Sulla situazione creatasi interviene l'Associazione per i Popoli Minacciati che chiede l'immediata liberazione del leader delle milizie Mujahid Dokubo-Asari e del suo avvocato Uche Okoko, entrambi arrestati martedì con l'accusa di alto tradimento. Entrambi si impegnano per la creazione di uno stato indipendente nella zona nel delta del Niger che da decenni è completamente trascurato dal governo centrale. Secondo l'APM, "invece di preoccuparsi del miglioramento delle condizioni di vita delle minoranze locali che subiscono tutte le conseguenze negative legate all'estrazione del petrolio, il governo nigeriano accusa di tradimento il discusso leader delle milizie, rendendolo così un martire e provocando ulteriori spargimenti di sangue". I profondi conflitti etnici, religiosi e sociali dello stato multietnico nigeriano non possono essere risolti tacendo sui conflitti stessi e criminalizzando tutti coloro che chiedono con sempre più urgenza la risoluzione di questi problemi. Dal 1999 ad oggi oltre 20.000 nigeriani hanno subito violenza a sfondo etnico mentre preoccupa la crescente arbitrarietà e violenza con cui le forze di sicurezza nigeriane procedono contro chi critica la politica nazionale.
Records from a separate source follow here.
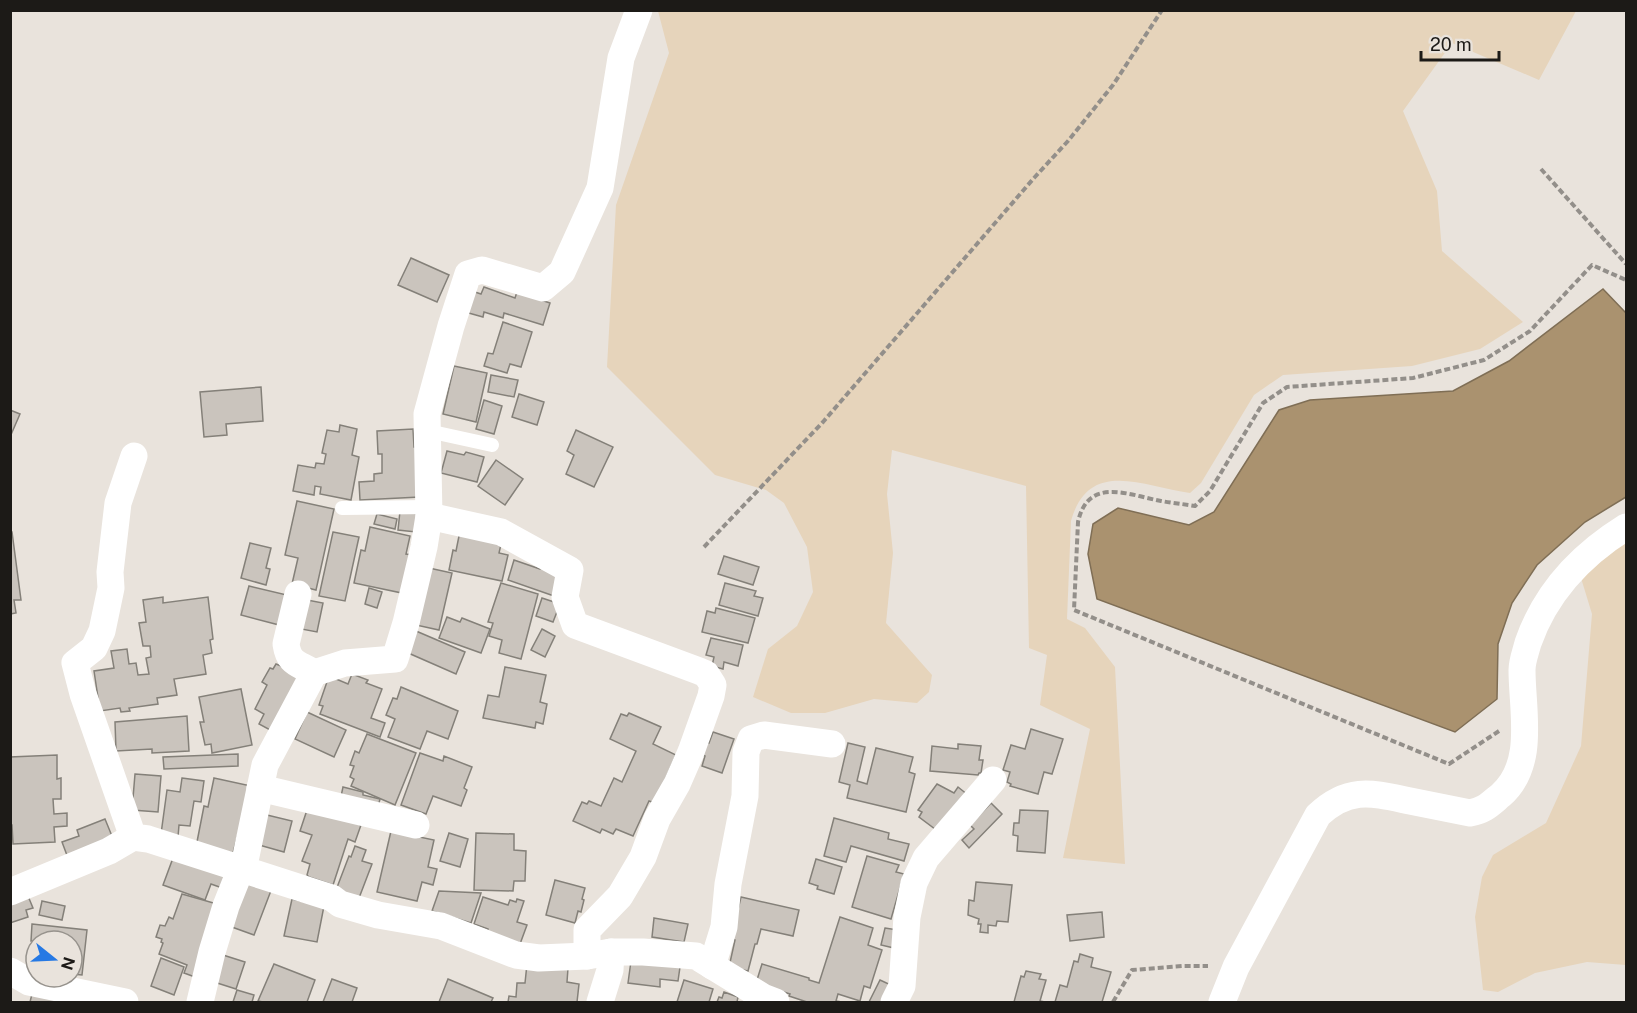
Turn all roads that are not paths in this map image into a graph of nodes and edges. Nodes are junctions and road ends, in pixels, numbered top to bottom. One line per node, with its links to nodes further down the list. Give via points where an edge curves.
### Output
1 (639, 10): 2 (street, via 621,58 600,188 562,272 543,288 482,270 468,274 427,414)
2 (428, 431): 3 (lane); 6 (street)
3 (492, 445)
4 (134, 456): 14 (street, via 118,503 111,588 102,631 94,648 75,663)
5 (342, 508): 6 (lane)
6 (429, 511): 9 (street, via 406,624 394,659 345,663); 17 (street, via 501,532 570,570 566,597 575,625 706,674 713,685 691,752 657,819 643,857 620,896 587,930)
7 (1626, 527): 25 (street, via 1600,544 1562,581 1542,611 1522,667 1525,715 1518,771 1506,790 1484,810 1470,813 1369,792 1329,804 1318,815 1236,967)
8 (298, 594): 9 (street, via 287,652 294,663)
9 (314, 673): 12 (street, via 265,765)
10 (832, 744): 18 (street, via 764,735 751,739 746,752 744,796 724,927)
11 (993, 780): 24 (street, via 926,858 914,883 907,917 902,986)
12 (260, 788): 13 (street); 15 (street)
13 (416, 825)
14 (133, 837): 15 (street); 16 (street)
15 (241, 869): 17 (street, via 378,915 441,926 516,955 538,958); 22 (street, via 226,906)
16 (10, 892)
17 (599, 954): 18 (street, via 696,956); 23 (street, via 610,970)
18 (712, 966): 20 (street)
19 (10, 971): 21 (street, via 29,982)
20 (766, 1001)
21 (125, 1002)
22 (200, 1002)
23 (600, 1002)
24 (894, 1002)
25 (1222, 1002)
"Un'incredibile quantità di petrolio viene esportata e sfruttata da multinazionali straniere senza che gli abitanti di queste terre possano beneficiarne in alcun modo". Lo dice all'agenzia Misna monsignor Festus Okafoa, vicario della diocesi di Port Harcourt, la ‘cassaforte' dei circa 2,5 milioni di barili di petrolio nigeriano esportati ogni giorno. "Pur non condividendo le loro azioni, possiamo comprendere i motivi delle rivendicazioni" aggiunge Okafoa, ex-docente di filosofia nella locale università. "Quello che accade è oggettivamente un'ingiustizia sociale: le risorse naturali vengono sfruttate dall'esterno e la popolazione locale vive in una situazione di assoluta miseria, senza strade, ospedali o infrastrutture e, soprattutto, senza lavoro". Quando i giovani - per qualche motivo - si recano ad Abuja, la "nuova" capitale costruita dal nulla a partire dal 1976 su progetto dell'architetto giapponese Kenzo Tange - "hanno la sensazione che i proventi del petrolio della loro regione siano utilizzati soprattutto in quella città, dotata di illuminazione, ampie strade e grandi palazzi", aggiunge l'interlocutore. "Al loro ritorno - prosegue - la frustrazione è ancora maggiore, perché l'impatto con Port Harcourt mette in evidenza le differenze e le contraddizioni".
Alla diffusa povertà si aggiungono i "danni" provocati dalle multinazionali del petrolio: "L'inquinamento dei terreni e delle falde acquifere ha immediate ripercussioni sulla vita di tutti i giorni, soprattutto a carico delle famiglie più povere che non hanno altre fonti di approvvigionamento dell'acqua" osserva ancora monsignor Okafoa. Che si rende conto delle difficoltà di denunciare le gravi ingiustizie di questa terra, anche tra chi se ne rende ben conto: "Negli ambienti universitari che ho frequentato per molti anni - dice ancora alla MISNA - si sa che il Delta del Niger costituisce la base del bilancio dell'intera Nigeria. Ma nessuno osa aprire bocca, perché teme di essere rimosso dall'incarico o punito". Alcune società straniere, per placare la rabbia delle popolazioni locali, hanno realizzato qualche scuola o qualche centro sanitario, investendo somme di denaro risibili rispetto ai proventi che annualmente vengono generati dall'estrazione dell'"oro nero" nigeriano, il cui ‘peso politico' sta crescendo significativamente per gli Stati Uniti a causa delle difficoltà di accesso al mercato mediorientale.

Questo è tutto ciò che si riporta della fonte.